Each entry below is to be given again word for word, with no pictures.

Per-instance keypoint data
.....

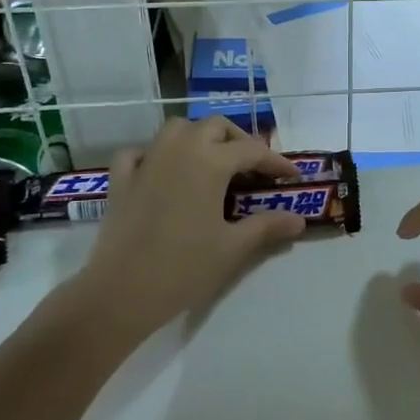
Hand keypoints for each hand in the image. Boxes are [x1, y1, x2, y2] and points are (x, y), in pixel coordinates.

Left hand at [78, 118, 306, 338]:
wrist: (121, 292)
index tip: (293, 177)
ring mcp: (147, 161)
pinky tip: (163, 172)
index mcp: (210, 162)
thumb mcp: (234, 248)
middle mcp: (179, 150)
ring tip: (213, 162)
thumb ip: (267, 227)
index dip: (277, 162)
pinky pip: (140, 152)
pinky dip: (156, 154)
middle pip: (215, 127)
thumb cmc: (184, 267)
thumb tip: (298, 220)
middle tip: (254, 168)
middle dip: (239, 141)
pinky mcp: (121, 180)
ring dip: (200, 137)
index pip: (253, 151)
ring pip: (177, 129)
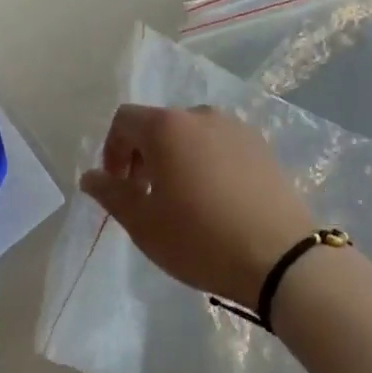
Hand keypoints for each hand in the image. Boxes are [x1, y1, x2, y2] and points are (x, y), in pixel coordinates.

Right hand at [81, 104, 313, 309]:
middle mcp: (200, 114)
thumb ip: (111, 194)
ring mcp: (235, 127)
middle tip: (147, 196)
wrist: (282, 258)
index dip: (112, 149)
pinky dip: (208, 161)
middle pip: (159, 124)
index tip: (118, 185)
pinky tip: (217, 199)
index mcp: (167, 127)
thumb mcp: (144, 224)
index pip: (125, 119)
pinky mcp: (261, 145)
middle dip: (144, 155)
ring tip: (184, 199)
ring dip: (177, 157)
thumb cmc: (201, 239)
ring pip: (191, 134)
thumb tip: (89, 176)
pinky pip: (221, 144)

.....

- **TASK OUTPUT**
Hand keypoints for each hand in the image. Boxes are [x1, y1, x2, y2] and points are (x, y), in pixel coordinates.

Left hand at [78, 118, 306, 338]:
wrist: (121, 292)
index tip: (293, 177)
ring mcp: (147, 161)
pinky tip: (163, 172)
index mcp: (210, 162)
thumb mcp: (234, 248)
middle mcp: (179, 150)
ring tip: (213, 162)
thumb ip: (267, 227)
index dip: (277, 162)
pinky pip: (140, 152)
pinky dip: (156, 154)
middle pip: (215, 127)
thumb cmc: (184, 267)
thumb tip: (298, 220)
middle tip: (254, 168)
middle dip: (239, 141)
pinky mcp: (121, 180)
ring dip: (200, 137)
index pip: (253, 151)
ring pip: (177, 129)
Hand keypoints for each hand in the image. Boxes are [x1, y1, x2, y2] and points are (x, y), in pixel coordinates.

Right hand at [81, 104, 313, 309]:
middle mcp: (200, 114)
thumb ip: (111, 194)
ring mcp: (235, 127)
middle tip: (147, 196)
wrist: (282, 258)
index dip: (112, 149)
pinky dip: (208, 161)
middle pip: (159, 124)
index tip: (118, 185)
pinky tip: (217, 199)
index mcp: (167, 127)
thumb mcp: (144, 224)
index pip: (125, 119)
pinky mcp: (261, 145)
middle dip: (144, 155)
ring tip: (184, 199)
ring dip: (177, 157)
thumb cmc: (201, 239)
ring pip: (191, 134)
thumb tip: (89, 176)
pinky pip: (221, 144)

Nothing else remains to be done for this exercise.